**Work instructions:**
Only lines that contain the string "nodes" should be returned from the material below.

───

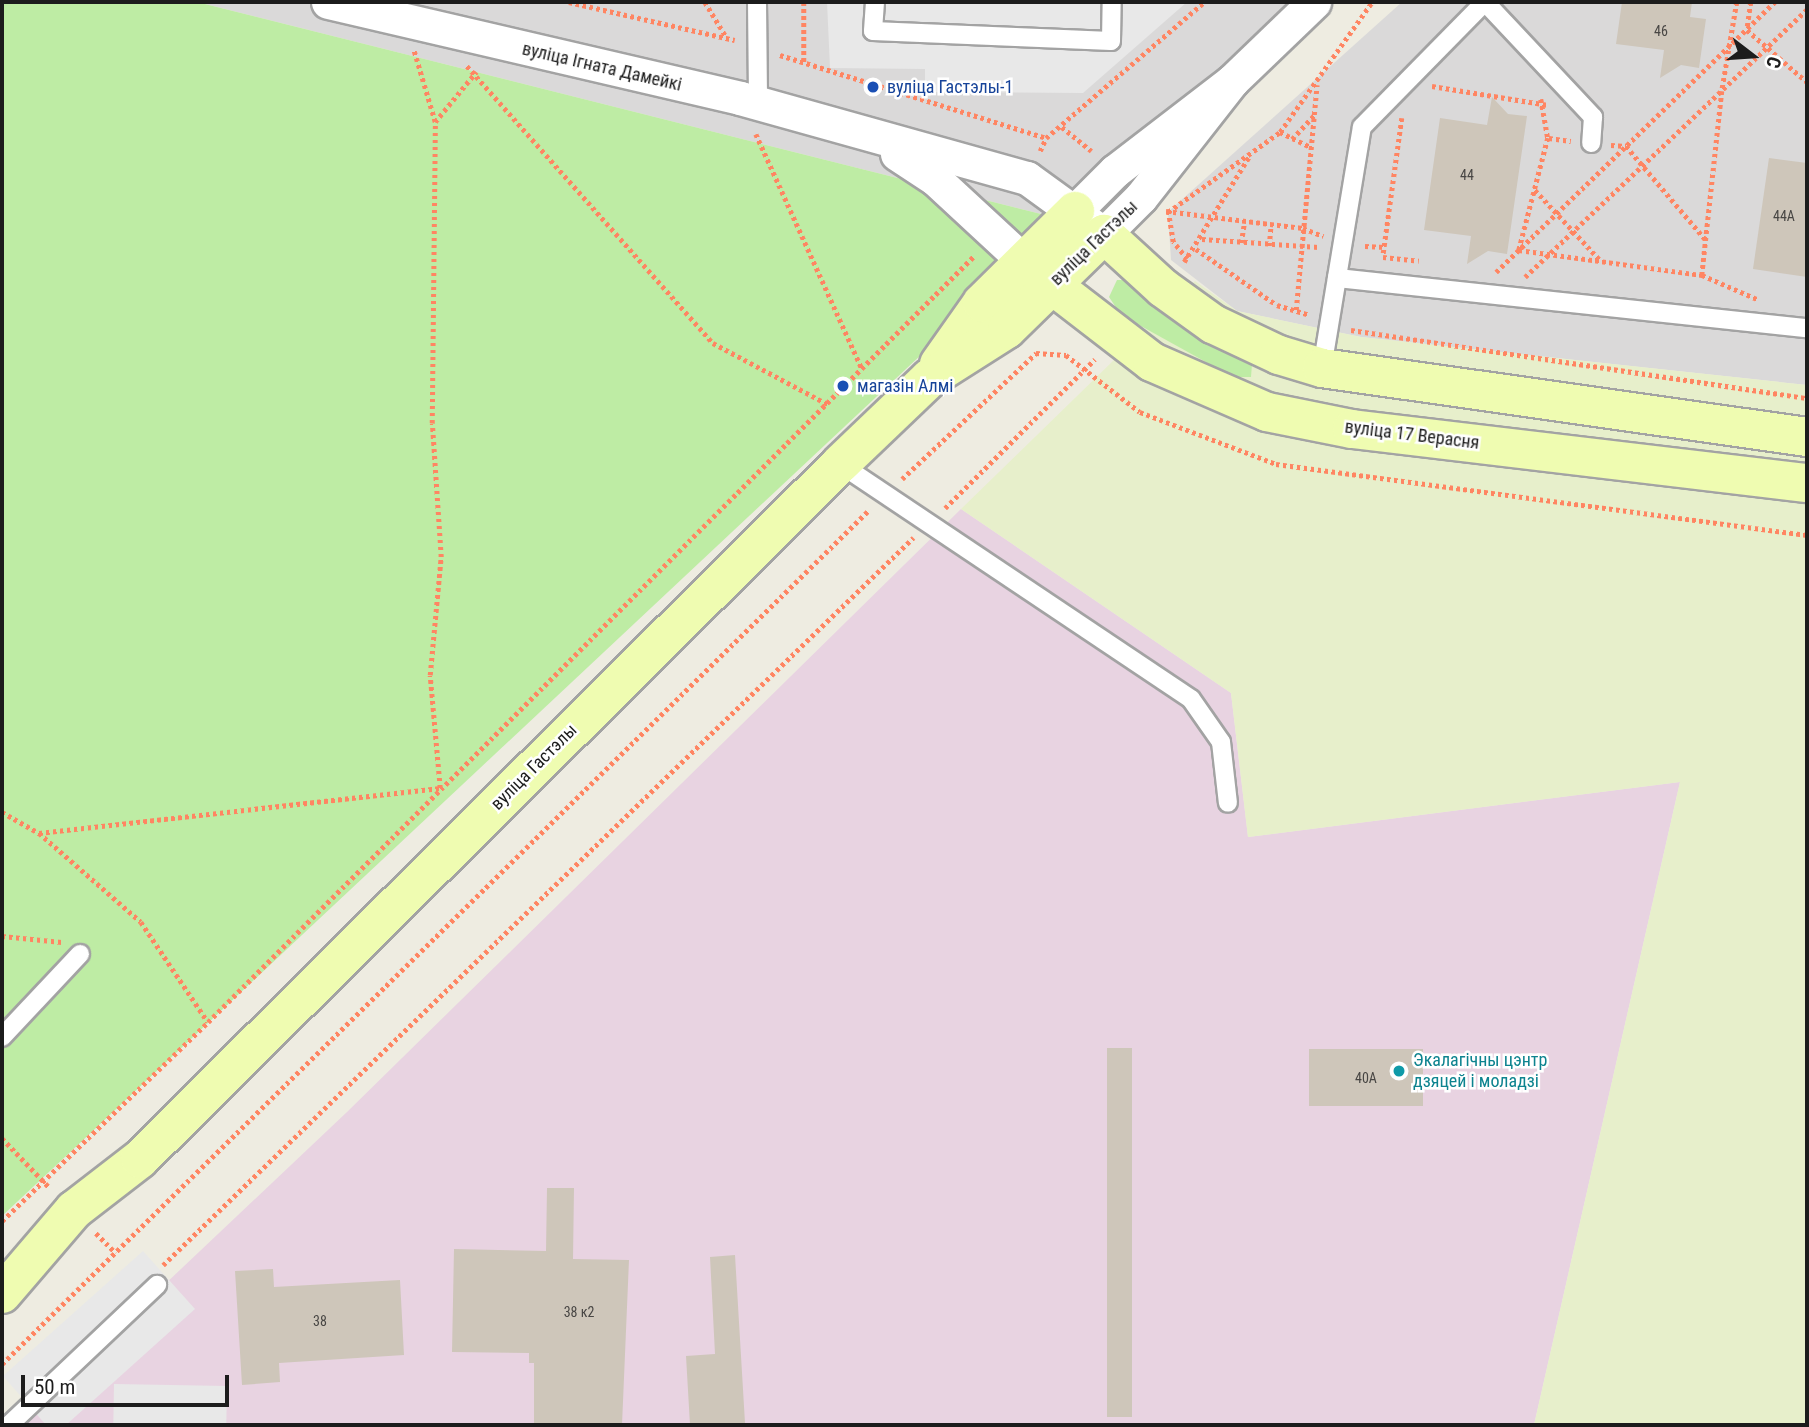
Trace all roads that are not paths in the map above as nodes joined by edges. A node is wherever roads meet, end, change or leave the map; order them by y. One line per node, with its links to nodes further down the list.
1 (328, 2): 7 (street, вуліца Ігната Дамейкі)
2 (757, 2): 9 (lane)
3 (875, 2): 4 (lane)
4 (1112, 2)
5 (1314, 2): 8 (street, вуліца Гастэлы)
6 (1485, 2): 11 (lane); 14 (lane)
7 (406, 11): 9 (street, вуліца Ігната Дамейкі)
8 (1233, 82): 12 (street, вуліца Гастэлы); 12 (street, вуліца Гастэлы)
9 (749, 101): 10 (street, вуліца Ігната Дамейкі)
10 (874, 139): 12 (street, вуліца Ігната Дамейкі); 13 (street, вуліца Ігната Дамейкі)
11 (1591, 143)
12 (1089, 223): 13 (main road, вуліца Гастэлы); 16 (main road)
13 (1037, 274): 18 (main road, вуліца Гастэлы); 19 (main road, вуліца 17 Верасня)
14 (1337, 278): 15 (lane); 16 (lane)
15 (1807, 328)
16 (1322, 368): 17 (main road)
17 (1807, 437)
18 (840, 464): 20 (lane); 24 (main road, вуліца Гастэлы)
19 (1807, 483)
20 (1228, 803)
21 (80, 954): 22 (lane)
22 (2, 1037)
23 (157, 1285): 25 (lane)
24 (2, 1294)
25 (9, 1425)

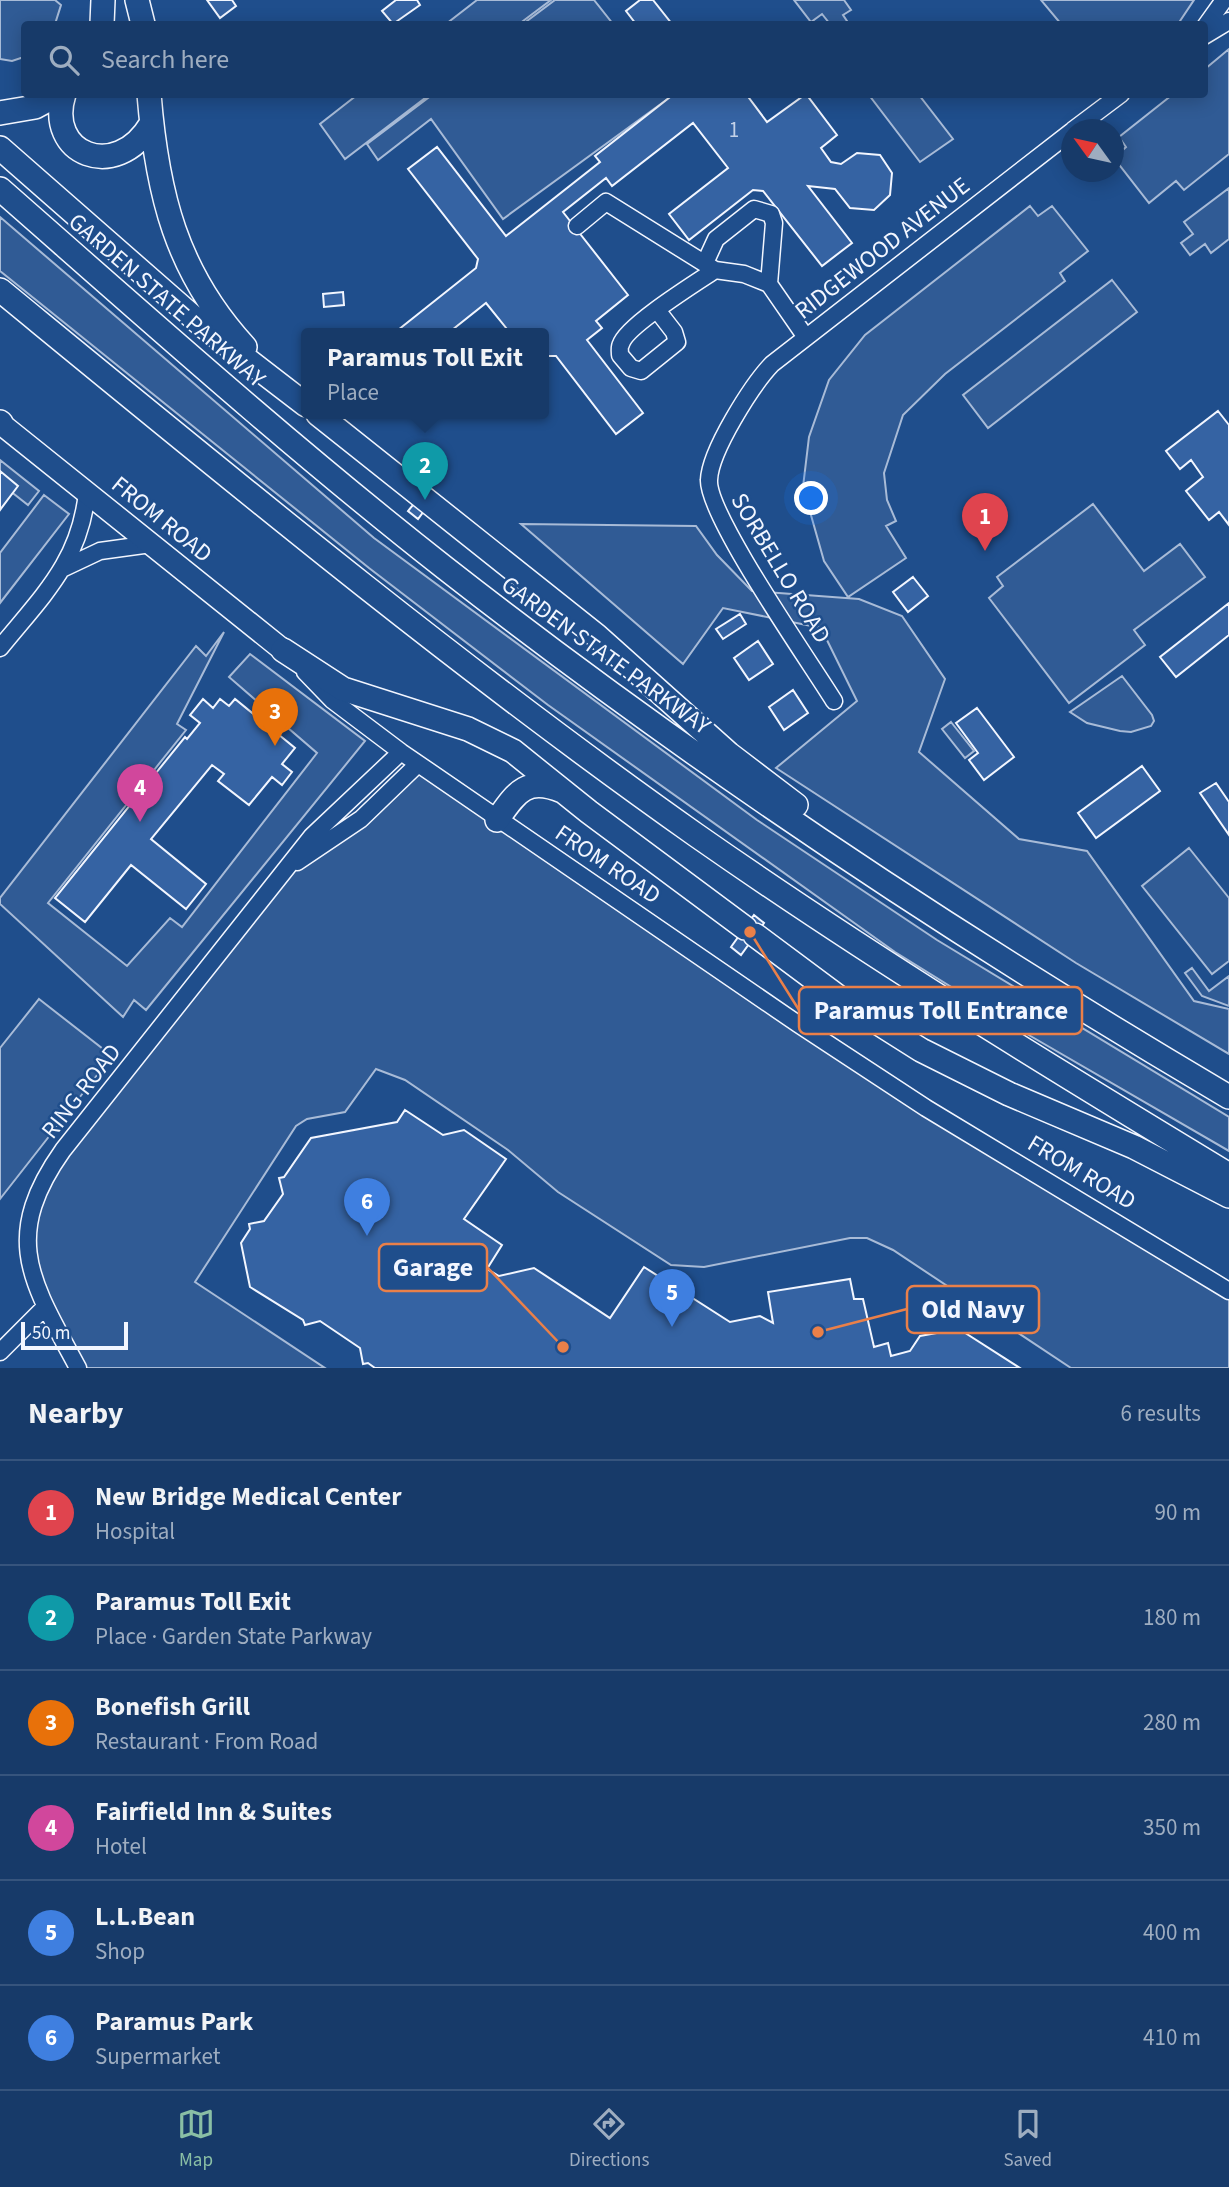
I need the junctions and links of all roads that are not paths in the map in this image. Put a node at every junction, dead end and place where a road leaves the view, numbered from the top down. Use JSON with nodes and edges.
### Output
{"nodes":[{"id":1,"x":103,"y":0,"type":"edge"},
{"id":2,"x":137,"y":0,"type":"edge"},
{"id":3,"x":1214,"y":0,"type":"edge"},
{"id":4,"x":1224,"y":0,"type":"edge"},
{"id":5,"x":102,"y":21,"type":"edge"},
{"id":6,"x":142,"y":21,"type":"edge"},
{"id":7,"x":1229,"y":21,"type":"edge"},
{"id":8,"x":1208,"y":22,"type":"edge"},
{"id":9,"x":1208,"y":26,"type":"edge"},
{"id":10,"x":1208,"y":28,"type":"edge"},
{"id":11,"x":53,"y":98,"type":"edge"},
{"id":12,"x":61,"y":98,"type":"edge"},
{"id":13,"x":149,"y":98,"type":"edge"},
{"id":14,"x":1116,"y":98,"type":"edge"},
{"id":15,"x":0,"y":113,"type":"edge"},
{"id":16,"x":1087,"y":119,"type":"edge"},
{"id":17,"x":151,"y":124,"type":"junction"},
{"id":18,"x":1061,"y":138,"type":"edge"},
{"id":19,"x":0,"y":148,"type":"edge"},
{"id":20,"x":0,"y":190,"type":"edge"},
{"id":21,"x":577,"y":226,"type":"dead end"},
{"id":22,"x":710,"y":266,"type":"junction"},
{"id":23,"x":769,"y":284,"type":"junction"},
{"id":24,"x":0,"y":290,"type":"edge"},
{"id":25,"x":657,"y":310,"type":"dead end"},
{"id":26,"x":805,"y":336,"type":"junction"},
{"id":27,"x":284,"y":387,"type":"junction"},
{"id":28,"x":301,"y":401,"type":"edge"},
{"id":29,"x":735,"y":416,"type":"joint"},
{"id":30,"x":324,"y":419,"type":"edge"},
{"id":31,"x":0,"y":423,"type":"edge"},
{"id":32,"x":87,"y":492,"type":"junction"},
{"id":33,"x":151,"y":544,"type":"junction"},
{"id":34,"x":64,"y":568,"type":"junction"},
{"id":35,"x":0,"y":648,"type":"edge"},
{"id":36,"x":283,"y":650,"type":"junction"},
{"id":37,"x":834,"y":701,"type":"dead end"},
{"id":38,"x":401,"y":752,"type":"junction"},
{"id":39,"x":418,"y":764,"type":"junction"},
{"id":40,"x":565,"y":792,"type":"junction"},
{"id":41,"x":497,"y":820,"type":"junction"},
{"id":42,"x":284,"y":871,"type":"junction"},
{"id":43,"x":949,"y":926,"type":"junction"},
{"id":44,"x":1229,"y":1097,"type":"edge"},
{"id":45,"x":1229,"y":1175,"type":"edge"},
{"id":46,"x":1229,"y":1196,"type":"edge"},
{"id":47,"x":1229,"y":1291,"type":"edge"},
{"id":48,"x":45,"y":1307,"type":"junction"},
{"id":49,"x":0,"y":1352,"type":"edge"},
{"id":50,"x":78,"y":1368,"type":"edge"}],
"edges":[{"from":1,"to":5,"type":"highway"},
{"from":2,"to":6,"type":"highway"},
{"from":3,"to":8,"type":"street"},
{"from":4,"to":9,"type":"street"},
{"from":7,"to":10,"type":"street"},
{"from":11,"to":15,"type":"highway"},
{"from":12,"to":17,"type":"highway"},
{"from":13,"to":17,"type":"highway"},
{"from":14,"to":16,"type":"street","name":"RIDGEWOOD AVENUE"},
{"from":17,"to":27,"type":"highway"},
{"from":18,"to":26,"type":"street","name":"RIDGEWOOD AVENUE"},
{"from":19,"to":27,"type":"highway"},
{"from":20,"to":43,"type":"highway","name":"GARDEN STATE PARKWAY"},
{"from":21,"to":22,"type":"street"},
{"from":22,"to":23,"type":"street"},
{"from":22,"to":23,"type":"street"},
{"from":22,"to":25,"type":"street"},
{"from":23,"to":26,"type":"street"},
{"from":24,"to":45,"type":"highway"},
{"from":26,"to":29,"type":"street","name":"RIDGEWOOD AVENUE"},
{"from":27,"to":28,"type":"highway"},
{"from":29,"to":37,"type":"street","name":"SORBELLO ROAD"},
{"from":30,"to":43,"type":"highway"},
{"from":31,"to":32,"type":"main road","name":"FROM ROAD"},
{"from":32,"to":33,"type":"main road","name":"FROM ROAD"},
{"from":32,"to":34,"type":"street"},
{"from":33,"to":34,"type":"street"},
{"from":33,"to":36,"type":"main road","name":"FROM ROAD"},
{"from":34,"to":35,"type":"street"},
{"from":36,"to":38,"type":"street","name":"FROM ROAD"},
{"from":36,"to":40,"type":"highway"},
{"from":38,"to":39,"type":"street","name":"FROM ROAD"},
{"from":38,"to":42,"type":"street","name":"RING ROAD"},
{"from":39,"to":41,"type":"street","name":"FROM ROAD"},
{"from":39,"to":42,"type":"street"},
{"from":40,"to":41,"type":"highway"},
{"from":40,"to":46,"type":"highway"},
{"from":41,"to":47,"type":"street","name":"FROM ROAD"},
{"from":42,"to":48,"type":"street","name":"RING ROAD"},
{"from":43,"to":44,"type":"highway","name":"GARDEN STATE PARKWAY"},
{"from":48,"to":49,"type":"street"},
{"from":48,"to":50,"type":"street","name":"RING ROAD"}]}
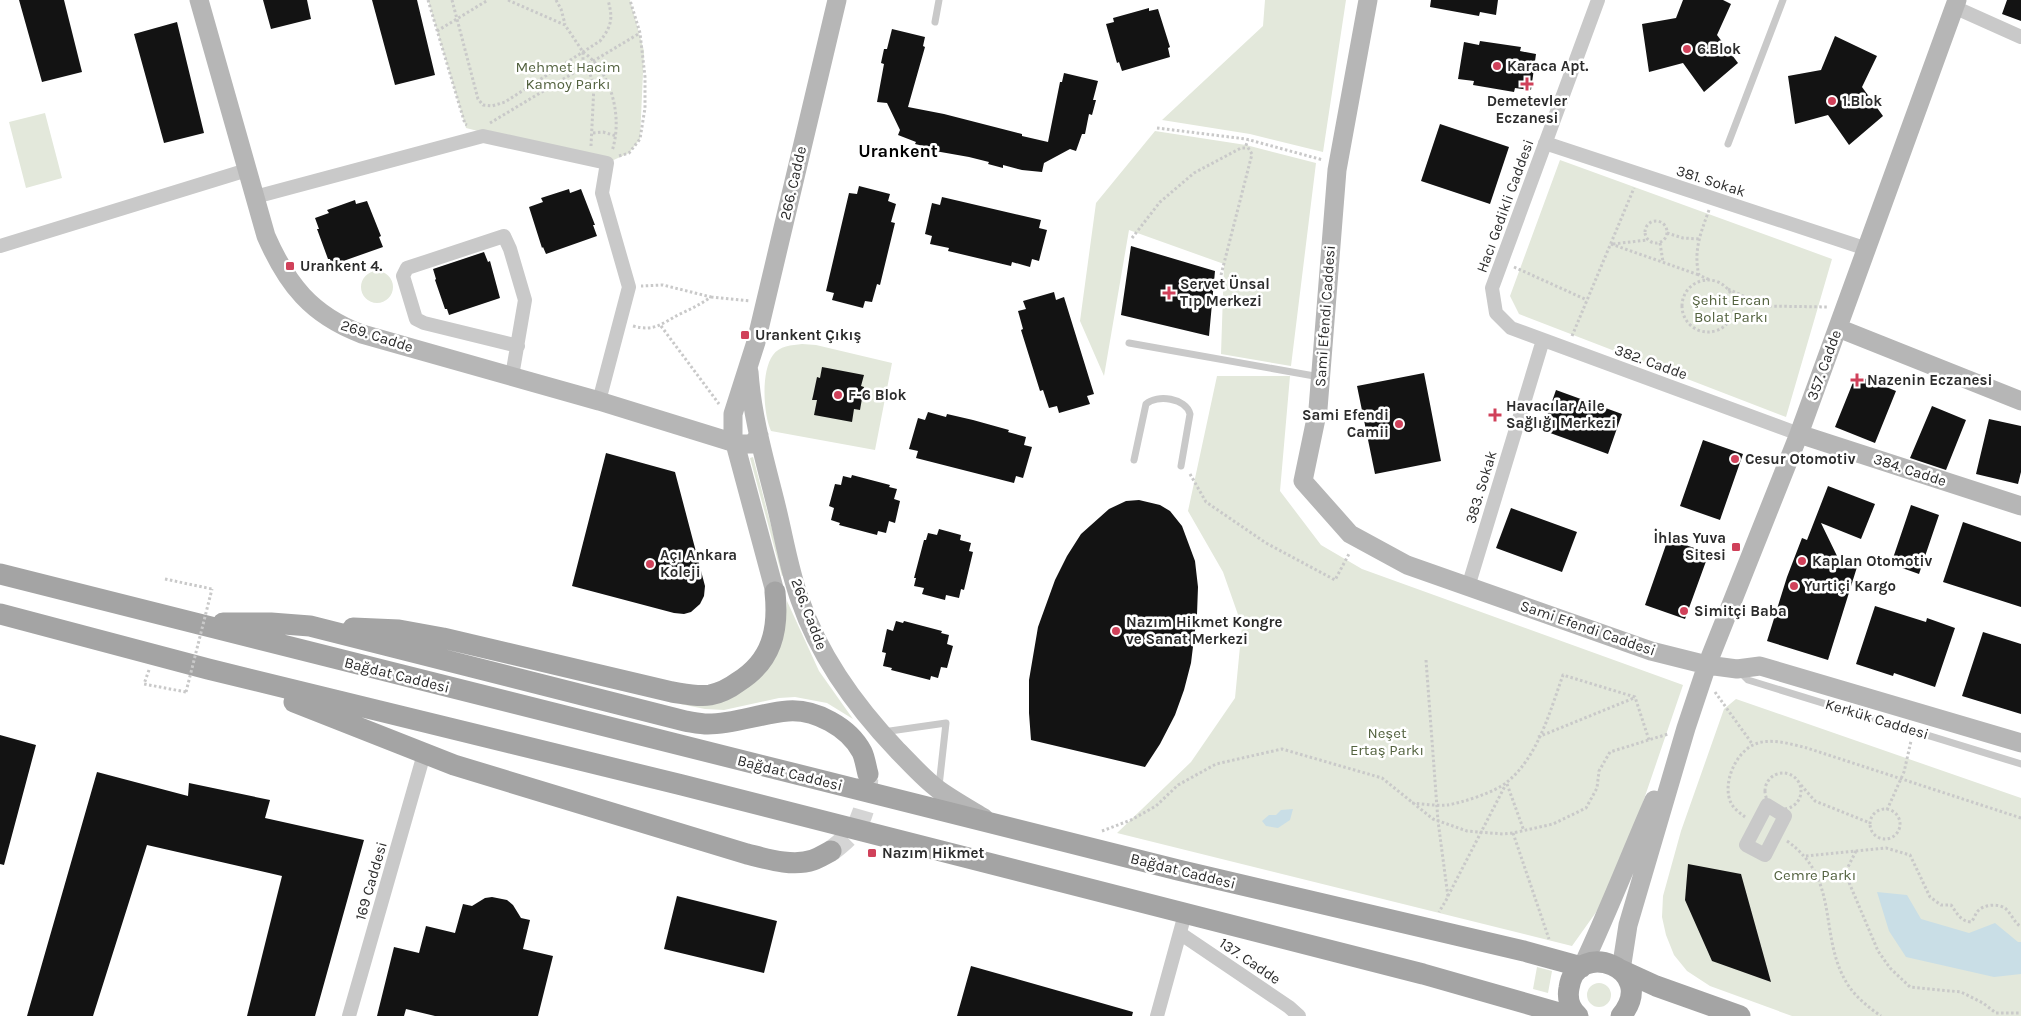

───

**Answer to this exercise:**
Trace all roads that are not paths in the map above as nodes joined by edges. A node is wherever roads meet, end, change or leave the map; order them by y. One line per node, with its links to nodes further down the list.
I need the junctions and links of all roads that are not paths in the map in this image. Put a node at every junction, dead end and place where a road leaves the view, numbered from the top down. Use JSON with nodes and edges.
{"nodes":[{"id":1,"x":103,"y":0,"type":"edge"},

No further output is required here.